= Holger Zellentin =

German scholar of religious studies (born 1976)

Holger Michael Zellentin (born January 17, 1976) is a German scholar of religious studies, Jewish studies and Quranic studies. He is a professor of religion and Judaic studies at the Eberhard Karls University of Tübingen.

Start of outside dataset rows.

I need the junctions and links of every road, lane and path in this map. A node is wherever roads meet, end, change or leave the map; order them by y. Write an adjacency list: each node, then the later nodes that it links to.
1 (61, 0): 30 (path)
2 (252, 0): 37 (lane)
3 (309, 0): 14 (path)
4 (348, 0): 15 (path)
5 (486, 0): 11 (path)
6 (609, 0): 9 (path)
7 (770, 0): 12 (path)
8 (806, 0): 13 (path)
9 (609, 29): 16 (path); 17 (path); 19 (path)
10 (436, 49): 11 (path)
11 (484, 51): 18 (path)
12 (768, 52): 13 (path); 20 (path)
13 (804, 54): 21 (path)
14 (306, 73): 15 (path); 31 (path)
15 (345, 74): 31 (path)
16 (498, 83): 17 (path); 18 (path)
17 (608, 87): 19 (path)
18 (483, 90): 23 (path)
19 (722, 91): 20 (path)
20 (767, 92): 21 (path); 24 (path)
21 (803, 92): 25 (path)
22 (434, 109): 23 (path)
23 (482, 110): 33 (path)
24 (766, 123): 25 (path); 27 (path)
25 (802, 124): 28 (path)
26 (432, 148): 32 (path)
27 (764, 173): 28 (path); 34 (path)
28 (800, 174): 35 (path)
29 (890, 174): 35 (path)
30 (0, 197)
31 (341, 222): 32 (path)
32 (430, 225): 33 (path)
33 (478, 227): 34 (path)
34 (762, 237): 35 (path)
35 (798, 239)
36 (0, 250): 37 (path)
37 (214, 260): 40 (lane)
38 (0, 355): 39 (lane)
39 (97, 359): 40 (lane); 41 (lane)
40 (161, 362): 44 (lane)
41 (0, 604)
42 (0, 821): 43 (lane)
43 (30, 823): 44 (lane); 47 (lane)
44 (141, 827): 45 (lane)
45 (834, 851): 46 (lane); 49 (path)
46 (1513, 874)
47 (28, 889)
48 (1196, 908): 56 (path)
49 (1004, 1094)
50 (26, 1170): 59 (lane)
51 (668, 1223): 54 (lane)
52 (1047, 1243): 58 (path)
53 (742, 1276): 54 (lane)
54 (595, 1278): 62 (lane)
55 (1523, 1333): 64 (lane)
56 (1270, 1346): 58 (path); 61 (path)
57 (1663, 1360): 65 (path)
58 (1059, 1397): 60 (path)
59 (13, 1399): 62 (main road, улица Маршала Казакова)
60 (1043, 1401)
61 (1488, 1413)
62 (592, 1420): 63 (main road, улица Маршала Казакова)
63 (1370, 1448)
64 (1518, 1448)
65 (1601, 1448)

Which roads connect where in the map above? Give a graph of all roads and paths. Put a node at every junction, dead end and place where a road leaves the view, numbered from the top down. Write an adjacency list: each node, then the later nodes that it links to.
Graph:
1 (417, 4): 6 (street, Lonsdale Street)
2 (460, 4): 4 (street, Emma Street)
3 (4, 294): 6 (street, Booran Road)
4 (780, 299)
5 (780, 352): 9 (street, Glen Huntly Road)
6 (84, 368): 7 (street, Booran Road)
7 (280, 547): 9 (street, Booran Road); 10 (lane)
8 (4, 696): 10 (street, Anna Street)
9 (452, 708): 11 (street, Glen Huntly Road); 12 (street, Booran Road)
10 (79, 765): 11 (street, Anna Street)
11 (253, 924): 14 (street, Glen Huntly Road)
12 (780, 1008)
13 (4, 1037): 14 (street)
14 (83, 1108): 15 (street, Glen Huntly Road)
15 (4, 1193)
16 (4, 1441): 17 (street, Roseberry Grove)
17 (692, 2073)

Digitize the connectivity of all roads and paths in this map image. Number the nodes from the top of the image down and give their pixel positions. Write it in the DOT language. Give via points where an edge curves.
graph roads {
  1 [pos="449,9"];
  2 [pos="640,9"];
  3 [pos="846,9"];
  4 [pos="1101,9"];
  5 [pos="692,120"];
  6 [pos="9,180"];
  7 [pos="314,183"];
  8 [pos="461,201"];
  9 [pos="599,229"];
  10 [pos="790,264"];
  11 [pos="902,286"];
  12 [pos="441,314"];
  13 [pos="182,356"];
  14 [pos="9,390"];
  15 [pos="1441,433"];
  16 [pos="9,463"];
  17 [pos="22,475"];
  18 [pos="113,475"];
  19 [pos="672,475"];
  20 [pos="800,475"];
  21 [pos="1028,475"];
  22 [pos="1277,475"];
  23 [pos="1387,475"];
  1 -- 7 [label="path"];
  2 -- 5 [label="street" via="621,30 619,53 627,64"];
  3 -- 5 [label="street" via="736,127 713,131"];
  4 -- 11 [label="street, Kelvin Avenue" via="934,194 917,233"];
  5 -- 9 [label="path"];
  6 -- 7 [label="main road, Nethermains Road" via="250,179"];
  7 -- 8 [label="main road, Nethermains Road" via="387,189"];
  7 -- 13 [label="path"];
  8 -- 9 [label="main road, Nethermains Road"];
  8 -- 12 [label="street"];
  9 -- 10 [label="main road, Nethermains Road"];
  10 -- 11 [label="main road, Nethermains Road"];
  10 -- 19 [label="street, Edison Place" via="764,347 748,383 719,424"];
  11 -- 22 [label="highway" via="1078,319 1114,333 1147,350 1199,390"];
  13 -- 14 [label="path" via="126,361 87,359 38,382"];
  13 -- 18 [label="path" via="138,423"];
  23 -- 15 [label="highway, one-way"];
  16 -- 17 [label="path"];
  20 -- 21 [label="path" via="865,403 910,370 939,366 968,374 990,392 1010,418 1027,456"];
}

His work focuses on late Ancient Near and Middle Eastern religions, the Talmud and the Quran in their historical contexts, Hellenistic Judaism and anthropology of ancient religion.

==Biography==
===Early life and education===
Zellentin received his Diplôme des Études Universitaires Générales from the University of Strasbourg in 1998, a Doctoraal degree (BA cum MA) from the University of Amsterdam in 2001, Master of Arts in religions of late antiquity from the Department of Religion and Department of Classics at Princeton University in 2004 and a Ph.D. from the Department of Religion at Princeton University in 2007.

===Career===

Zellentin has previously taught at the University of Cambridge, the University of Nottingham, the Graduate Theological Union, the University of California, Berkeley, and Rutgers University.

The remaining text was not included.